Exercise instructions ▸ Once you reach the line containing "I need the junctions and links of the" in the entries below, write out that line and each one after it down to the line containing "Digitize the connectivity", exactly and with nothing added.
_____
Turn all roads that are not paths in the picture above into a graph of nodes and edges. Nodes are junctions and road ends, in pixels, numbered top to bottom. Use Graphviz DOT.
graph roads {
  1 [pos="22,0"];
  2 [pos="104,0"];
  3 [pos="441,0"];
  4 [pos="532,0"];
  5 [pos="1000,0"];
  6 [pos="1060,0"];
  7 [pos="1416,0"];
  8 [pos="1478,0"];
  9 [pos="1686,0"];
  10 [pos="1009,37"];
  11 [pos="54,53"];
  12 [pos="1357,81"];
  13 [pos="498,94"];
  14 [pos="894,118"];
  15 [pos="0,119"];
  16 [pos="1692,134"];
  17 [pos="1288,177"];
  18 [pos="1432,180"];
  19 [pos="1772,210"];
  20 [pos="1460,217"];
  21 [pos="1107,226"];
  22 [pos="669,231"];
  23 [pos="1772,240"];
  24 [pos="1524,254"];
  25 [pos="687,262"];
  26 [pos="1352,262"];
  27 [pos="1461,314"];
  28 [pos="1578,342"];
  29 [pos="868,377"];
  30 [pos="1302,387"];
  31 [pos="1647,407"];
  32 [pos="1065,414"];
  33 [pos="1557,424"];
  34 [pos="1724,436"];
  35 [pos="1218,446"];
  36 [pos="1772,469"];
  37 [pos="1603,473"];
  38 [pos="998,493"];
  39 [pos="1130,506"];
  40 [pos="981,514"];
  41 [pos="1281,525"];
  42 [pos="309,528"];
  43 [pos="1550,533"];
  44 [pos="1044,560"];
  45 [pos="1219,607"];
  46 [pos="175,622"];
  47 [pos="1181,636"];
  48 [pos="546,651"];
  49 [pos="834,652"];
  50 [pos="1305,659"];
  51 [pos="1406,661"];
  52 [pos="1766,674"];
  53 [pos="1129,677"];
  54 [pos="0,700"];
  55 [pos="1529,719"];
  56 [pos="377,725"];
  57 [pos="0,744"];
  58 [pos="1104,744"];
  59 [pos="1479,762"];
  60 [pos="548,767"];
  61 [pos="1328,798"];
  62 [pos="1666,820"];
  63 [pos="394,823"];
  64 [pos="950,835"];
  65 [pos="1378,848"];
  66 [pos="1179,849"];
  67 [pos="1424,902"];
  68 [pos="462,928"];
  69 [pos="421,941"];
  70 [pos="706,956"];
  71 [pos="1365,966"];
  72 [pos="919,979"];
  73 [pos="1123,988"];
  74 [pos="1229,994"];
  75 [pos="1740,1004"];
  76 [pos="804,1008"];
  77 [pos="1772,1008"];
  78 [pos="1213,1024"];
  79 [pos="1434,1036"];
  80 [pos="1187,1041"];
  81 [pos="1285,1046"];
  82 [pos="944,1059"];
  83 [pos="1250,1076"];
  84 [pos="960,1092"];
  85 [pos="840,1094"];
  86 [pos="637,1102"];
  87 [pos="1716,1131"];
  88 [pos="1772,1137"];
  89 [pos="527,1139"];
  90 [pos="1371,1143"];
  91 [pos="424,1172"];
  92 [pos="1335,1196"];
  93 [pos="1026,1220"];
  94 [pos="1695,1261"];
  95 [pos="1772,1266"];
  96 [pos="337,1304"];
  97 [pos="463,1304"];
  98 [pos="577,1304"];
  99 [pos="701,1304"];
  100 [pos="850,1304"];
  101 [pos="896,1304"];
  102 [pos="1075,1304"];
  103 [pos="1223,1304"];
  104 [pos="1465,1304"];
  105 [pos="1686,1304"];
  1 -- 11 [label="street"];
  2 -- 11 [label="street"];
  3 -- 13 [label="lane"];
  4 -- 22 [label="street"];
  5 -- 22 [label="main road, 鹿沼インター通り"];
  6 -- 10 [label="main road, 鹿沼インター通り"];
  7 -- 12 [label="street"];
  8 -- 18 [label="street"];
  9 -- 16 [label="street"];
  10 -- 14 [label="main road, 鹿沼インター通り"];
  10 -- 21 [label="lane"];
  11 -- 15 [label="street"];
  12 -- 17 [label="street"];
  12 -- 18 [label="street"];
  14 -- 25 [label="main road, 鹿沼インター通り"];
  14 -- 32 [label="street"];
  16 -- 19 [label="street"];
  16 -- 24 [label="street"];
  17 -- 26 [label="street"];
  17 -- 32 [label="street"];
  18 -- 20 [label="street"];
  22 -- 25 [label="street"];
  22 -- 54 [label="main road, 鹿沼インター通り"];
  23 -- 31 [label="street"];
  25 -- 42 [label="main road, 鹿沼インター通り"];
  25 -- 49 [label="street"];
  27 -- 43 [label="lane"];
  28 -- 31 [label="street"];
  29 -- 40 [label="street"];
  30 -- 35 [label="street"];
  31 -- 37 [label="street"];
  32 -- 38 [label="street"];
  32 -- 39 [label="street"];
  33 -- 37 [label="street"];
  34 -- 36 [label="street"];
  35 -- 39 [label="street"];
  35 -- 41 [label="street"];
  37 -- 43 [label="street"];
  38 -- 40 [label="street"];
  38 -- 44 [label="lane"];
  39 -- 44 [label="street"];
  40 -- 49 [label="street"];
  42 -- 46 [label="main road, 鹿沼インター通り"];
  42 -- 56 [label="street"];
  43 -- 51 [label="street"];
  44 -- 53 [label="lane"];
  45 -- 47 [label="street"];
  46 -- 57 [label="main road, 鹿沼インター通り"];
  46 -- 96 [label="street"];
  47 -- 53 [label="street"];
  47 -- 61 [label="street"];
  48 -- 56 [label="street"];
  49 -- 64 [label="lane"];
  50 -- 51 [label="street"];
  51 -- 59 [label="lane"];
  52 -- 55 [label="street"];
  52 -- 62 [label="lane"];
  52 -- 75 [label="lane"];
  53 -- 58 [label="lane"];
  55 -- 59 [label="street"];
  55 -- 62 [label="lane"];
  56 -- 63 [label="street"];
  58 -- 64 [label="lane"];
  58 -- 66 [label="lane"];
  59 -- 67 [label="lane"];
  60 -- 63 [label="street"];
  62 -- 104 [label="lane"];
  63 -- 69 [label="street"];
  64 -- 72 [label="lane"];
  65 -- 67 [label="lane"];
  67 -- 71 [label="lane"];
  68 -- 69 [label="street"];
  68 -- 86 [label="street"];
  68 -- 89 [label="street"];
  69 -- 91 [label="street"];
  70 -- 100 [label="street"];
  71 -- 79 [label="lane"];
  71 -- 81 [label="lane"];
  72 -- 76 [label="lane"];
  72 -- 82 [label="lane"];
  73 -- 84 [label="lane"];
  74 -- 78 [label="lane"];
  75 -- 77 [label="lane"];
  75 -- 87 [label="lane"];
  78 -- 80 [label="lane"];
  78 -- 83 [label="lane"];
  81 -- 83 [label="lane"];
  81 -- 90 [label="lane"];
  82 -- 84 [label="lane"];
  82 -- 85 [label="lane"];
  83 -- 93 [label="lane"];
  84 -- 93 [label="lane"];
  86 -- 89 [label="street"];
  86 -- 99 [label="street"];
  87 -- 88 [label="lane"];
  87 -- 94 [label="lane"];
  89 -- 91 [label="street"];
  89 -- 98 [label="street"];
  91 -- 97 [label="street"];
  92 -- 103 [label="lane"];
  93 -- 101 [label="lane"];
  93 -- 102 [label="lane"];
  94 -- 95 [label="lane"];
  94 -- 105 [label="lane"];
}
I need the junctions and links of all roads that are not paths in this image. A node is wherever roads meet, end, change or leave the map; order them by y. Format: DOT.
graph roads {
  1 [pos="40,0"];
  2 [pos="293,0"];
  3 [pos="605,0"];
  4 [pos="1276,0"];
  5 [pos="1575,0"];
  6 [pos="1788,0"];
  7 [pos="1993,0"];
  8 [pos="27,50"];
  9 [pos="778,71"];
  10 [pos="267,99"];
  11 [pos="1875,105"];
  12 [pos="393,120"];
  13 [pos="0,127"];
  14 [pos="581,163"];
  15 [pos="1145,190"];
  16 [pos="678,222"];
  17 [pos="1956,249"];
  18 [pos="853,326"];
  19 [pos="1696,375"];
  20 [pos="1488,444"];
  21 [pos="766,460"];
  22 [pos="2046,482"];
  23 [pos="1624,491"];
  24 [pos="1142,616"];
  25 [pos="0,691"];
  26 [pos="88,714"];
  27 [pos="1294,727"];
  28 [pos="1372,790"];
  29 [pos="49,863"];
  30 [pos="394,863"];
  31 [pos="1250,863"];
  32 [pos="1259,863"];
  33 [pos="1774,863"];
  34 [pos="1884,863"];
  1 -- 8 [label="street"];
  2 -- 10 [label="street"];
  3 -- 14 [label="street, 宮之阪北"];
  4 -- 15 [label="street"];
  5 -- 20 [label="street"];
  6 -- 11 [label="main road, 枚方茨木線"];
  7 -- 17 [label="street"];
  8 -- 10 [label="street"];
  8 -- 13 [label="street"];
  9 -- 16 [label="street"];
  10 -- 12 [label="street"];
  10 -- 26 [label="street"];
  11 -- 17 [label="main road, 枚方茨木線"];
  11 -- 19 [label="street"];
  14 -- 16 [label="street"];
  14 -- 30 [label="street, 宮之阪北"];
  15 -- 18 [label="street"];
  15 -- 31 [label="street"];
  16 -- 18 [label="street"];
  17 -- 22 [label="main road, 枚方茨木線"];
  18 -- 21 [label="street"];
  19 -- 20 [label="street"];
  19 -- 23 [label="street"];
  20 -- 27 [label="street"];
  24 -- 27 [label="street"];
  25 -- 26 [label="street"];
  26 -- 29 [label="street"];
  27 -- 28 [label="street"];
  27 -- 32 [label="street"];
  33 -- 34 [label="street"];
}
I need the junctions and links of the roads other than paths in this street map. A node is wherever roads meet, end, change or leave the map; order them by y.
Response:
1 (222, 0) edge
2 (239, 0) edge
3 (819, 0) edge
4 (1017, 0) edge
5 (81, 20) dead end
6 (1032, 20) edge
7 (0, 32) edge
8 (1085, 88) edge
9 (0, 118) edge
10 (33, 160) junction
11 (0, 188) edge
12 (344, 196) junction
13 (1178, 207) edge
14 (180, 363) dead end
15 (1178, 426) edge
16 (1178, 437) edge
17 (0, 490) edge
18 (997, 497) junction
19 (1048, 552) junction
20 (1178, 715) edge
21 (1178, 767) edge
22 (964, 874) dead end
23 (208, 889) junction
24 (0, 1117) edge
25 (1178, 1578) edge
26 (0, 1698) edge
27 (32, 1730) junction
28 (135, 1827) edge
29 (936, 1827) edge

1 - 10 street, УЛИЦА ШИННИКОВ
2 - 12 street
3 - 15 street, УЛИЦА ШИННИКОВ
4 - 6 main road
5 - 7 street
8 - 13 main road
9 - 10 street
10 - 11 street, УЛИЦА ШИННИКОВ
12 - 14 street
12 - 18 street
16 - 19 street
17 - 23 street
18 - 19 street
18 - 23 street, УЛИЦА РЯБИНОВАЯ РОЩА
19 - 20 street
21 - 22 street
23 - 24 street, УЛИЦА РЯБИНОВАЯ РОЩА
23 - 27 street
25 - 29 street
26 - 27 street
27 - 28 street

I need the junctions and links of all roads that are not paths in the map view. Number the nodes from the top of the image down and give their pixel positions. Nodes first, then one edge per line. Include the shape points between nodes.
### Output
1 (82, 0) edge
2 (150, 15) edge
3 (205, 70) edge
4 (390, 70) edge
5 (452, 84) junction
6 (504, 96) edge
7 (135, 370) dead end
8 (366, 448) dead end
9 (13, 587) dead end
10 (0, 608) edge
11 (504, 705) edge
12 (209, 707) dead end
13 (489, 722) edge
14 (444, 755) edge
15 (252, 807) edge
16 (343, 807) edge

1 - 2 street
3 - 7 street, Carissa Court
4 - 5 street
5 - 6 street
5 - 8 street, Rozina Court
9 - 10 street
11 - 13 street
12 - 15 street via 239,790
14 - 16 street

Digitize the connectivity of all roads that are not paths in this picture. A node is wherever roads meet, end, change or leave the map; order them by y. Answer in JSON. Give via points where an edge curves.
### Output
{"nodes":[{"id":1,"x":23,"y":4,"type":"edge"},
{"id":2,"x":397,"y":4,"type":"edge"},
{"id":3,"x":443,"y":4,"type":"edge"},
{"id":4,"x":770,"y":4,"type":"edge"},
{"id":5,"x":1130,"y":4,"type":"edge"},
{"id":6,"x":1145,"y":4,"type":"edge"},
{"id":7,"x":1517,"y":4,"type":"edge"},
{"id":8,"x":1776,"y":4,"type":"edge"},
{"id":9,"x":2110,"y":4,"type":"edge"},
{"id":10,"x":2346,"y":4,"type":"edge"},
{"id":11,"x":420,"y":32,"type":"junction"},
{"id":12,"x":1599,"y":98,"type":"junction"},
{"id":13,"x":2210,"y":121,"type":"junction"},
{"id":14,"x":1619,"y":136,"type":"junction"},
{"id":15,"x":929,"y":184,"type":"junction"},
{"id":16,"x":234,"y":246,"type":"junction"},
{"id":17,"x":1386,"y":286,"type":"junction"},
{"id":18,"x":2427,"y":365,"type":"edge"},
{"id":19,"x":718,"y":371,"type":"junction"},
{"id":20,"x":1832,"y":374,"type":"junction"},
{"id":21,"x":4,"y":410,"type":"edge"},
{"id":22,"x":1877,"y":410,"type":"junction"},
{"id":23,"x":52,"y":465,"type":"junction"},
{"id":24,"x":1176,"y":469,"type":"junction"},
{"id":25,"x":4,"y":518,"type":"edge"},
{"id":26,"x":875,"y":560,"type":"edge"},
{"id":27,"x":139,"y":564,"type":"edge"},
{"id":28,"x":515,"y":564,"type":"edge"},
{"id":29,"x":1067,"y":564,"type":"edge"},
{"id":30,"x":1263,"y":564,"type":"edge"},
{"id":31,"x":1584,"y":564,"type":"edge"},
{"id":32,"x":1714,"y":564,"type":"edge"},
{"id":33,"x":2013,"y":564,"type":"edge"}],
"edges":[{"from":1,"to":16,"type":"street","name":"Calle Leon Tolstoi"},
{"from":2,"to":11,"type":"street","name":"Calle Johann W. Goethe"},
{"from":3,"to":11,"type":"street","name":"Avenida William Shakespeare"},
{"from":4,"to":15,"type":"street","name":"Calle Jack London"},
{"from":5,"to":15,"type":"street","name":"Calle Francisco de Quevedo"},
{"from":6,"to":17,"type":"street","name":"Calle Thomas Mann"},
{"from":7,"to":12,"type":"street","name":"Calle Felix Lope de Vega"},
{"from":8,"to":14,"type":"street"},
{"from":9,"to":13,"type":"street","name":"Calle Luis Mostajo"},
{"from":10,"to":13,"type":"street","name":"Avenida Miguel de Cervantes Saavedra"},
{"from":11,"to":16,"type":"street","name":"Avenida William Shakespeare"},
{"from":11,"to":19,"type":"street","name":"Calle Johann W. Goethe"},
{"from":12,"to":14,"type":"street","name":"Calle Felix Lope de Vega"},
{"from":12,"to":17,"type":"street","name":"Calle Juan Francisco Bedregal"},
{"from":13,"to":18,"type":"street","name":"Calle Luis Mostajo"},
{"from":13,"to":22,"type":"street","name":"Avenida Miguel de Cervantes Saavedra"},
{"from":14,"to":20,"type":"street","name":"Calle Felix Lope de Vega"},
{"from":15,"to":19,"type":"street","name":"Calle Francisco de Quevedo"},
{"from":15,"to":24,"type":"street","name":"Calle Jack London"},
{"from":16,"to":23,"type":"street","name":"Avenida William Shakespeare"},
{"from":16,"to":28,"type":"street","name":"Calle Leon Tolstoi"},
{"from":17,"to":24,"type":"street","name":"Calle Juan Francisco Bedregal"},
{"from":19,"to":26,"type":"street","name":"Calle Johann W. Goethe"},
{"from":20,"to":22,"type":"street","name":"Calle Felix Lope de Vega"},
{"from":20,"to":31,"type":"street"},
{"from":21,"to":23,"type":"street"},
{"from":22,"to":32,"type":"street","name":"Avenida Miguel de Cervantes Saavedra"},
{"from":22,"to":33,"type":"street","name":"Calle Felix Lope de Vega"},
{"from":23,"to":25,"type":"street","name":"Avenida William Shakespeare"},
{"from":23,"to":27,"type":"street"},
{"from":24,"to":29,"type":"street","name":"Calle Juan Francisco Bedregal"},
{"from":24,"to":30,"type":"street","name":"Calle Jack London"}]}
_____
Task response ▸
I need the junctions and links of the roads other than paths in this street map. A node is wherever roads meet, end, change or leave the map; order them by y.
Response:
1 (222, 0) edge
2 (239, 0) edge
3 (819, 0) edge
4 (1017, 0) edge
5 (81, 20) dead end
6 (1032, 20) edge
7 (0, 32) edge
8 (1085, 88) edge
9 (0, 118) edge
10 (33, 160) junction
11 (0, 188) edge
12 (344, 196) junction
13 (1178, 207) edge
14 (180, 363) dead end
15 (1178, 426) edge
16 (1178, 437) edge
17 (0, 490) edge
18 (997, 497) junction
19 (1048, 552) junction
20 (1178, 715) edge
21 (1178, 767) edge
22 (964, 874) dead end
23 (208, 889) junction
24 (0, 1117) edge
25 (1178, 1578) edge
26 (0, 1698) edge
27 (32, 1730) junction
28 (135, 1827) edge
29 (936, 1827) edge

1 - 10 street, УЛИЦА ШИННИКОВ
2 - 12 street
3 - 15 street, УЛИЦА ШИННИКОВ
4 - 6 main road
5 - 7 street
8 - 13 main road
9 - 10 street
10 - 11 street, УЛИЦА ШИННИКОВ
12 - 14 street
12 - 18 street
16 - 19 street
17 - 23 street
18 - 19 street
18 - 23 street, УЛИЦА РЯБИНОВАЯ РОЩА
19 - 20 street
21 - 22 street
23 - 24 street, УЛИЦА РЯБИНОВАЯ РОЩА
23 - 27 street
25 - 29 street
26 - 27 street
27 - 28 street

I need the junctions and links of all roads that are not paths in the map view. Number the nodes from the top of the image down and give their pixel positions. Nodes first, then one edge per line. Include the shape points between nodes.
### Output
1 (82, 0) edge
2 (150, 15) edge
3 (205, 70) edge
4 (390, 70) edge
5 (452, 84) junction
6 (504, 96) edge
7 (135, 370) dead end
8 (366, 448) dead end
9 (13, 587) dead end
10 (0, 608) edge
11 (504, 705) edge
12 (209, 707) dead end
13 (489, 722) edge
14 (444, 755) edge
15 (252, 807) edge
16 (343, 807) edge

1 - 2 street
3 - 7 street, Carissa Court
4 - 5 street
5 - 6 street
5 - 8 street, Rozina Court
9 - 10 street
11 - 13 street
12 - 15 street via 239,790
14 - 16 street

Digitize the connectivity of all roads that are not paths in this picture. A node is wherever roads meet, end, change or leave the map; order them by y. Answer in JSON. Give via points where an edge curves.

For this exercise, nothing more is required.